I reclutatori di IS, tuttavia, non considerano negativa la scarsa conoscenza dell'Islam da parte dei nuovi combattenti. La loro ignoranza, anzi, può essere vantaggiosa per il gruppo: i giovani con una scarsa familiarità con la religione sono più facili da indottrinare, e vengono infatti trasformati in guerriglieri spietati.

Tra i nomi che compaiono nei documenti c'è quello di Karim Mohammad-Aggad, un ragazzo approdato in Siria dopo essere stato persuaso dalle "parole dolci" di Fares.

Dopo aver raggiunto la Siria nel 2013, Aggad è stato arrestato al suo ritorno in Francia. Suo fratello Foued è stato uno degli artefici dell'attentato al Bataclan di Parigi del novembre 2015.

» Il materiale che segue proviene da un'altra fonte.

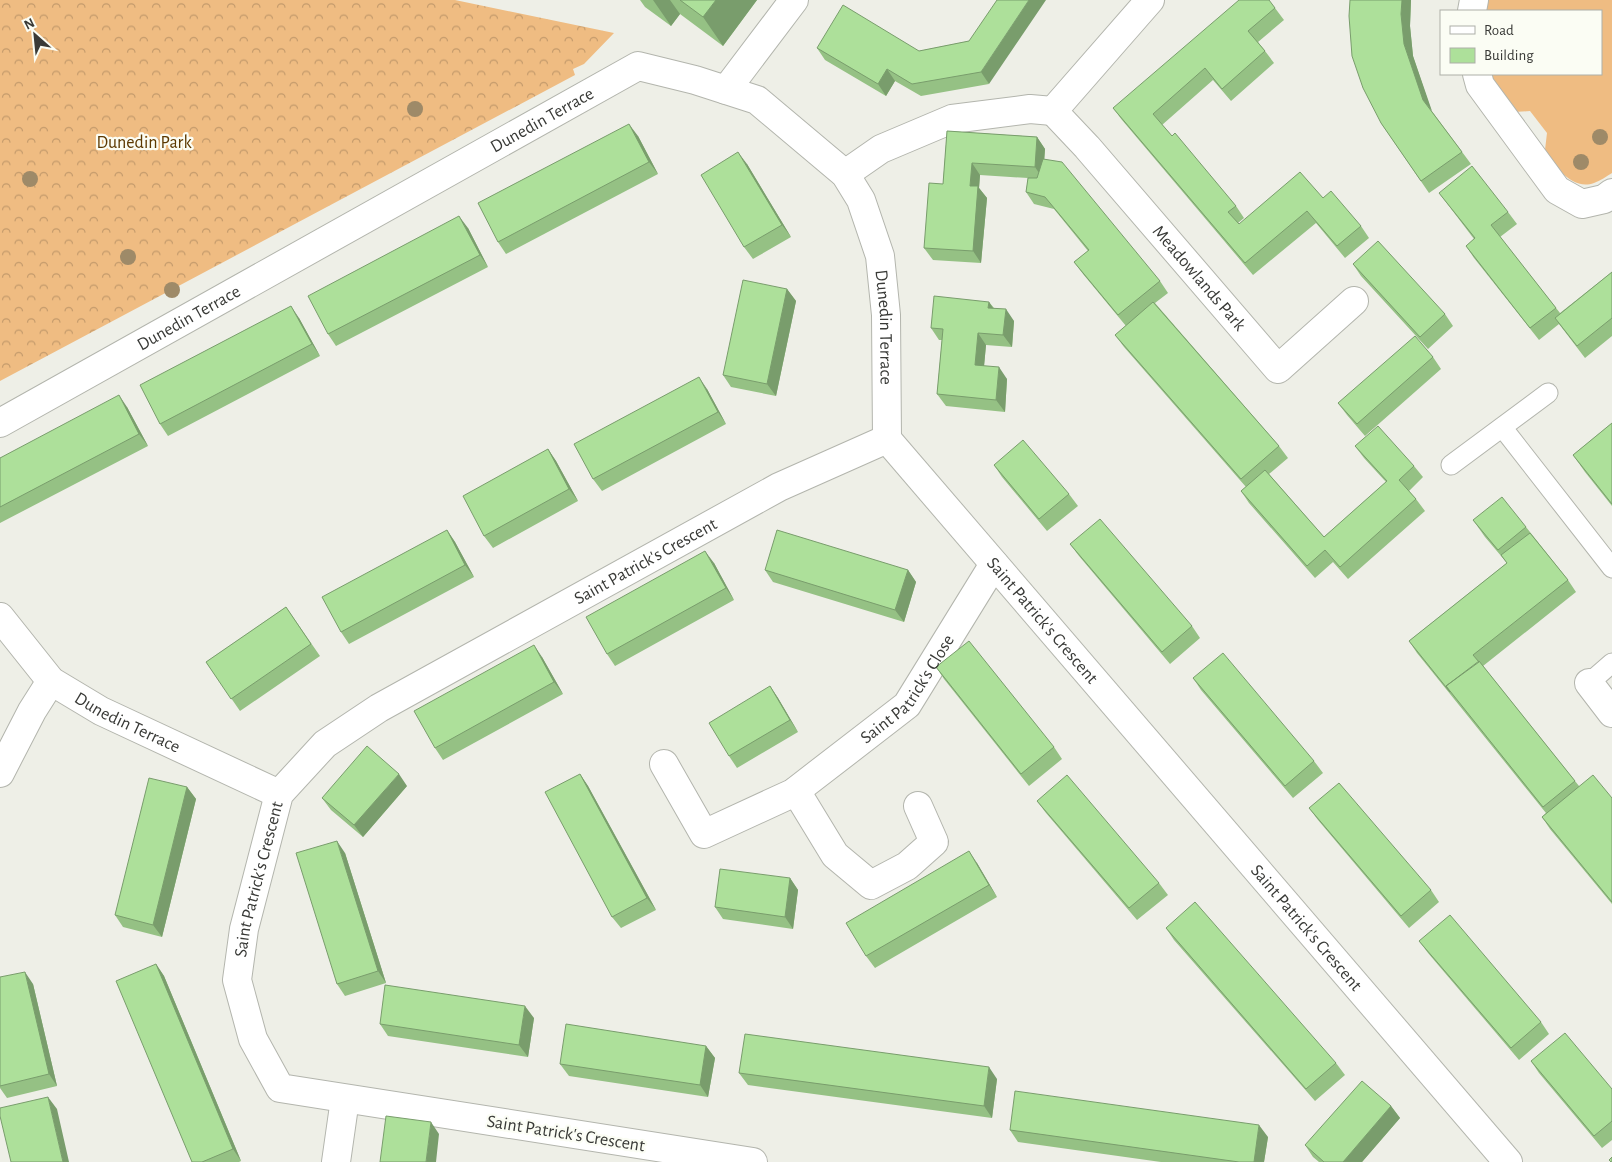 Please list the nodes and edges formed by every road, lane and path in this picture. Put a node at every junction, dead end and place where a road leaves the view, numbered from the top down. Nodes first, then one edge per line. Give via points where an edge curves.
1 (794, 0) edge
2 (1150, 0) edge
3 (1477, 75) edge
4 (726, 90) junction
5 (1054, 111) junction
6 (846, 174) junction
7 (1612, 193) edge
8 (1354, 301) dead end
9 (1548, 393) dead end
10 (0, 422) edge
11 (1502, 427) junction
12 (887, 439) junction
13 (1451, 465) dead end
14 (994, 564) junction
15 (1612, 568) edge
16 (0, 617) edge
17 (1612, 663) edge
18 (51, 681) junction
19 (1589, 683) joint
20 (1612, 713) edge
21 (664, 764) dead end
22 (0, 773) edge
23 (796, 791) junction
24 (279, 794) junction
25 (918, 806) dead end
26 (345, 1099) junction
27 (336, 1162) edge
28 (753, 1162) edge
29 (1508, 1162) edge

1 - 4 street
2 - 5 street
3 - 7 street via 1480,84 1557,190 1582,204 1604,199
4 - 6 street, Dunedin Terrace via 757,100
4 - 10 street, Dunedin Terrace via 638,66
5 - 6 street via 1030,109 952,119 881,149
5 - 8 street, Meadowlands Park via 1278,368
6 - 12 street, Dunedin Terrace via 861,200 880,256 886,315
9 - 11 lane
11 - 13 lane
11 - 15 lane
12 - 14 street, Saint Patrick's Crescent
12 - 24 street, Saint Patrick's Crescent via 779,487 378,708 325,744
14 - 23 street, Saint Patrick's Close via 907,705
14 - 29 street, Saint Patrick's Crescent
16 - 18 street, Dunedin Terrace
17 - 19 lane
18 - 22 street
18 - 24 street, Dunedin Terrace via 101,711
19 - 20 street
21 - 23 street, Saint Patrick's Close via 704,834
23 - 25 street via 835,855 871,885 907,866 934,842
24 - 26 street, Saint Patrick's Crescent via 244,929 237,980 253,1039 280,1088
26 - 27 street
26 - 28 street, Saint Patrick's Crescent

"La mia partenza non aveva niente a che vedere con il mio credo religioso," ha dichiarato Aggad durante il processo, al termine del quale è stato condannato a nove anni di carcere. "L'Islam è stato sfruttato per intrappolarmi come un lupo."

Una tesi con cui concorda Patrick Skinner, un ex agente della CIA intervistato da AP. Secondo lui, per molti di questi combattenti, "la religione è un pensiero secondario."